En ce début de printemps, Belfond propose à ses lecteurs deux portraits de père touchant, avec Pour une fois, de David Nicholls et Ce qui restera de nous, de Mark Gartside. Le roman de Mark Gartside oppose, à vingt ans d’intervalles, deux versions d’un même personnage, Graham Melton. Tour à tour fils, puis père, Graham est un pur produit de l’Angleterre des années Thatcher : élevé dans une petite ville industrielle, durement touchée par la crise, le jeune garçon grandit entre un père violemment opposé au gouvernement conservateur en place et une mère plus modérée, figure forte de son enfance. Nous découvrons Graham en 1985 : il a quinze ans, et est sur le point de tomber éperdument amoureux. Puis, chapitres après chapitres, nous suivons un Graham à l’aube de ses quarante ans, en 2009, père célibataire essayant d’inculquer à son fils adolescent quelques valeurs.
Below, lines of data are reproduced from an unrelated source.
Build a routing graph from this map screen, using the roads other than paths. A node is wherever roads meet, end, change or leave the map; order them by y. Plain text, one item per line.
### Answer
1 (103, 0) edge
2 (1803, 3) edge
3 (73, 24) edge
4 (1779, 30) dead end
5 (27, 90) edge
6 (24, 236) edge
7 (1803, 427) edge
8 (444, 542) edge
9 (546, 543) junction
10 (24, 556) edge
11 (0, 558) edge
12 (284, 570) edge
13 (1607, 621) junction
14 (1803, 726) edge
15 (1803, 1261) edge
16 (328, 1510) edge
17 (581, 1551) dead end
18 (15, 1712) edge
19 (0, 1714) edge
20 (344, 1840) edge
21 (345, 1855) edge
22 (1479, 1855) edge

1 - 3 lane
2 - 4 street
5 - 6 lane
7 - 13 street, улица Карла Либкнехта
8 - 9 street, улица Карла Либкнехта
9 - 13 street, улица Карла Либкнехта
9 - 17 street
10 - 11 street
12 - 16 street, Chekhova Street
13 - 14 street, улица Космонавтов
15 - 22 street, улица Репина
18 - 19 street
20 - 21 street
Graham est un homme calme et posé, qui travaille comme comptable. Il vit seul avec Michael, quinze ans, dans une grange qu’il a retapée avec ses proches. Michael vient d’entamer une relation avec une jeune fille, Carly. Graham se trouve alors impuissant à freiner les ardeurs de son fils, et à lui transmettre les valeurs qu’il tient de ses parents. Cette fougue adolescente le ramène vingt-cinq ans en arrière quand, à une soirée, il a rencontré Charlotte, la mère de Michael. Que s’est-il passé entre 1985 et 2009 ? Où est la mère de Michael ? Le lecteur ne peut alors qu’émettre quelques hypothèses.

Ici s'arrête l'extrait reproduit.